Problem to work on :: The data must be written out once more, precisely as given.

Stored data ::
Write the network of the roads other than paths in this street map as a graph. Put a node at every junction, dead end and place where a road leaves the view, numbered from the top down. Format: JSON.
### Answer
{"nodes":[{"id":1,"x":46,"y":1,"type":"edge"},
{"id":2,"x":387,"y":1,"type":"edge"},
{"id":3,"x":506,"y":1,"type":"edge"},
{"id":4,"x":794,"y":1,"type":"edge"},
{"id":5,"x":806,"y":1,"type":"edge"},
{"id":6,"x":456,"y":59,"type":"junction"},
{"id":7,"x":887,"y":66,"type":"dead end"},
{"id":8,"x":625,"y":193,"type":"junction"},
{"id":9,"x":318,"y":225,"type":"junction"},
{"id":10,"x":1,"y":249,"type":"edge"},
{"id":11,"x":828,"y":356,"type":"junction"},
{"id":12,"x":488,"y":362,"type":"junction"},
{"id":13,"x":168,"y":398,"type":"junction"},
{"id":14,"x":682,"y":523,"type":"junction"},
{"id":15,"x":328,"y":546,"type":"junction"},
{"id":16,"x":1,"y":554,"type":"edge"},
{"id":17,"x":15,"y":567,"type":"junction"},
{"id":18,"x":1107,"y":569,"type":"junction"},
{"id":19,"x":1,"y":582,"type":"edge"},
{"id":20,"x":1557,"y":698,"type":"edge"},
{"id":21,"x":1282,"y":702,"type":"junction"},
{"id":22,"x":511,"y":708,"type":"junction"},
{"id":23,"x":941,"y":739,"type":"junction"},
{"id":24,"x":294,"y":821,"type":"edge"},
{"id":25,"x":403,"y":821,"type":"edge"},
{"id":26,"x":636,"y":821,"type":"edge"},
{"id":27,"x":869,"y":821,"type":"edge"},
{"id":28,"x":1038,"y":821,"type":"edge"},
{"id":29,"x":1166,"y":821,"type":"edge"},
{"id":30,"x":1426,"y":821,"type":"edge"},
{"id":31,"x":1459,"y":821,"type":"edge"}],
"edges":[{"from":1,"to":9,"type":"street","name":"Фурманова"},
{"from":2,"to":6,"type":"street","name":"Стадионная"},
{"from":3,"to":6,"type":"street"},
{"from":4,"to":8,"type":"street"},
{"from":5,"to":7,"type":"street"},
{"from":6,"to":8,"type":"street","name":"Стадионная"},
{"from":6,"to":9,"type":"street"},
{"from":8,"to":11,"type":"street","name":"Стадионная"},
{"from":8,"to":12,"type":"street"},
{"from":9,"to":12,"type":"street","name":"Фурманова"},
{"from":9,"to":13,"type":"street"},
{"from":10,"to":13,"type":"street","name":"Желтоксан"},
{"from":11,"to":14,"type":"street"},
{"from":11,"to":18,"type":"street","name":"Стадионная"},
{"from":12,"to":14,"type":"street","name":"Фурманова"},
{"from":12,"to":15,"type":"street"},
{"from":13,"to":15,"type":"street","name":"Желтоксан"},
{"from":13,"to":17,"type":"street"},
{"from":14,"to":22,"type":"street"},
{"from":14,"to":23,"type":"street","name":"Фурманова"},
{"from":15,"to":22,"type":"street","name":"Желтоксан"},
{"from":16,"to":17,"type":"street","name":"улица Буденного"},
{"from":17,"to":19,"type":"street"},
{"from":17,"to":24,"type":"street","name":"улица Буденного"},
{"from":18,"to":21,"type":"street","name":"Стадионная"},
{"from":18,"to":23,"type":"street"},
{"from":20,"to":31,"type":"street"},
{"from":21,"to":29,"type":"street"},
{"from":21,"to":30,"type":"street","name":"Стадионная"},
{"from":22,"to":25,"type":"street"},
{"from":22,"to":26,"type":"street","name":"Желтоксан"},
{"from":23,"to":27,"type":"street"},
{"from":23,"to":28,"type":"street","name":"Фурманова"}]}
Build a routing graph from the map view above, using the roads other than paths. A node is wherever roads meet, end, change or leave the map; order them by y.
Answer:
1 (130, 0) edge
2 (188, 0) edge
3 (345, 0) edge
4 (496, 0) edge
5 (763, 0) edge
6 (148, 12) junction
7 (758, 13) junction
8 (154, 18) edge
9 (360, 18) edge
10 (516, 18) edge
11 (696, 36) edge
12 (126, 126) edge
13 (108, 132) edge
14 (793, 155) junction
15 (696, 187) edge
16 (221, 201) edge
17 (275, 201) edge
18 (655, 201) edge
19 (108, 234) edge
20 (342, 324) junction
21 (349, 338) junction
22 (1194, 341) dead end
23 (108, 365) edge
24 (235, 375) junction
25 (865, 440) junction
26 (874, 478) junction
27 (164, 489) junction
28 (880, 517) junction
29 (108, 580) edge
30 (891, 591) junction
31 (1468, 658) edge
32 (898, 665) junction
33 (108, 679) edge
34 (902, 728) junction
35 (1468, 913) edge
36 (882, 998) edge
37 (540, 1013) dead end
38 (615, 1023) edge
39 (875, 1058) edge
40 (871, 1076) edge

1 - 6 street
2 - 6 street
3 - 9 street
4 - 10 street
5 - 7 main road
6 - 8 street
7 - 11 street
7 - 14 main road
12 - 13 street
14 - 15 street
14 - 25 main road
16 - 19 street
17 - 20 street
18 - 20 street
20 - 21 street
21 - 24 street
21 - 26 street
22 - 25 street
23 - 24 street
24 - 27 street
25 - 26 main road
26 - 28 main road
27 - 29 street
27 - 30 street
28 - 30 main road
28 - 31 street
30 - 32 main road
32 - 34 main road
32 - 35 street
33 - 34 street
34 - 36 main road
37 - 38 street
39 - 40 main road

Answer box ::
Write the network of the roads other than paths in this street map as a graph. Put a node at every junction, dead end and place where a road leaves the view, numbered from the top down. Format: JSON.
### Answer
{"nodes":[{"id":1,"x":46,"y":1,"type":"edge"},
{"id":2,"x":387,"y":1,"type":"edge"},
{"id":3,"x":506,"y":1,"type":"edge"},
{"id":4,"x":794,"y":1,"type":"edge"},
{"id":5,"x":806,"y":1,"type":"edge"},
{"id":6,"x":456,"y":59,"type":"junction"},
{"id":7,"x":887,"y":66,"type":"dead end"},
{"id":8,"x":625,"y":193,"type":"junction"},
{"id":9,"x":318,"y":225,"type":"junction"},
{"id":10,"x":1,"y":249,"type":"edge"},
{"id":11,"x":828,"y":356,"type":"junction"},
{"id":12,"x":488,"y":362,"type":"junction"},
{"id":13,"x":168,"y":398,"type":"junction"},
{"id":14,"x":682,"y":523,"type":"junction"},
{"id":15,"x":328,"y":546,"type":"junction"},
{"id":16,"x":1,"y":554,"type":"edge"},
{"id":17,"x":15,"y":567,"type":"junction"},
{"id":18,"x":1107,"y":569,"type":"junction"},
{"id":19,"x":1,"y":582,"type":"edge"},
{"id":20,"x":1557,"y":698,"type":"edge"},
{"id":21,"x":1282,"y":702,"type":"junction"},
{"id":22,"x":511,"y":708,"type":"junction"},
{"id":23,"x":941,"y":739,"type":"junction"},
{"id":24,"x":294,"y":821,"type":"edge"},
{"id":25,"x":403,"y":821,"type":"edge"},
{"id":26,"x":636,"y":821,"type":"edge"},
{"id":27,"x":869,"y":821,"type":"edge"},
{"id":28,"x":1038,"y":821,"type":"edge"},
{"id":29,"x":1166,"y":821,"type":"edge"},
{"id":30,"x":1426,"y":821,"type":"edge"},
{"id":31,"x":1459,"y":821,"type":"edge"}],
"edges":[{"from":1,"to":9,"type":"street","name":"Фурманова"},
{"from":2,"to":6,"type":"street","name":"Стадионная"},
{"from":3,"to":6,"type":"street"},
{"from":4,"to":8,"type":"street"},
{"from":5,"to":7,"type":"street"},
{"from":6,"to":8,"type":"street","name":"Стадионная"},
{"from":6,"to":9,"type":"street"},
{"from":8,"to":11,"type":"street","name":"Стадионная"},
{"from":8,"to":12,"type":"street"},
{"from":9,"to":12,"type":"street","name":"Фурманова"},
{"from":9,"to":13,"type":"street"},
{"from":10,"to":13,"type":"street","name":"Желтоксан"},
{"from":11,"to":14,"type":"street"},
{"from":11,"to":18,"type":"street","name":"Стадионная"},
{"from":12,"to":14,"type":"street","name":"Фурманова"},
{"from":12,"to":15,"type":"street"},
{"from":13,"to":15,"type":"street","name":"Желтоксан"},
{"from":13,"to":17,"type":"street"},
{"from":14,"to":22,"type":"street"},
{"from":14,"to":23,"type":"street","name":"Фурманова"},
{"from":15,"to":22,"type":"street","name":"Желтоксан"},
{"from":16,"to":17,"type":"street","name":"улица Буденного"},
{"from":17,"to":19,"type":"street"},
{"from":17,"to":24,"type":"street","name":"улица Буденного"},
{"from":18,"to":21,"type":"street","name":"Стадионная"},
{"from":18,"to":23,"type":"street"},
{"from":20,"to":31,"type":"street"},
{"from":21,"to":29,"type":"street"},
{"from":21,"to":30,"type":"street","name":"Стадионная"},
{"from":22,"to":25,"type":"street"},
{"from":22,"to":26,"type":"street","name":"Желтоксан"},
{"from":23,"to":27,"type":"street"},
{"from":23,"to":28,"type":"street","name":"Фурманова"}]}
Build a routing graph from the map view above, using the roads other than paths. A node is wherever roads meet, end, change or leave the map; order them by y.
Answer:
1 (130, 0) edge
2 (188, 0) edge
3 (345, 0) edge
4 (496, 0) edge
5 (763, 0) edge
6 (148, 12) junction
7 (758, 13) junction
8 (154, 18) edge
9 (360, 18) edge
10 (516, 18) edge
11 (696, 36) edge
12 (126, 126) edge
13 (108, 132) edge
14 (793, 155) junction
15 (696, 187) edge
16 (221, 201) edge
17 (275, 201) edge
18 (655, 201) edge
19 (108, 234) edge
20 (342, 324) junction
21 (349, 338) junction
22 (1194, 341) dead end
23 (108, 365) edge
24 (235, 375) junction
25 (865, 440) junction
26 (874, 478) junction
27 (164, 489) junction
28 (880, 517) junction
29 (108, 580) edge
30 (891, 591) junction
31 (1468, 658) edge
32 (898, 665) junction
33 (108, 679) edge
34 (902, 728) junction
35 (1468, 913) edge
36 (882, 998) edge
37 (540, 1013) dead end
38 (615, 1023) edge
39 (875, 1058) edge
40 (871, 1076) edge

1 - 6 street
2 - 6 street
3 - 9 street
4 - 10 street
5 - 7 main road
6 - 8 street
7 - 11 street
7 - 14 main road
12 - 13 street
14 - 15 street
14 - 25 main road
16 - 19 street
17 - 20 street
18 - 20 street
20 - 21 street
21 - 24 street
21 - 26 street
22 - 25 street
23 - 24 street
24 - 27 street
25 - 26 main road
26 - 28 main road
27 - 29 street
27 - 30 street
28 - 30 main road
28 - 31 street
30 - 32 main road
32 - 34 main road
32 - 35 street
33 - 34 street
34 - 36 main road
37 - 38 street
39 - 40 main road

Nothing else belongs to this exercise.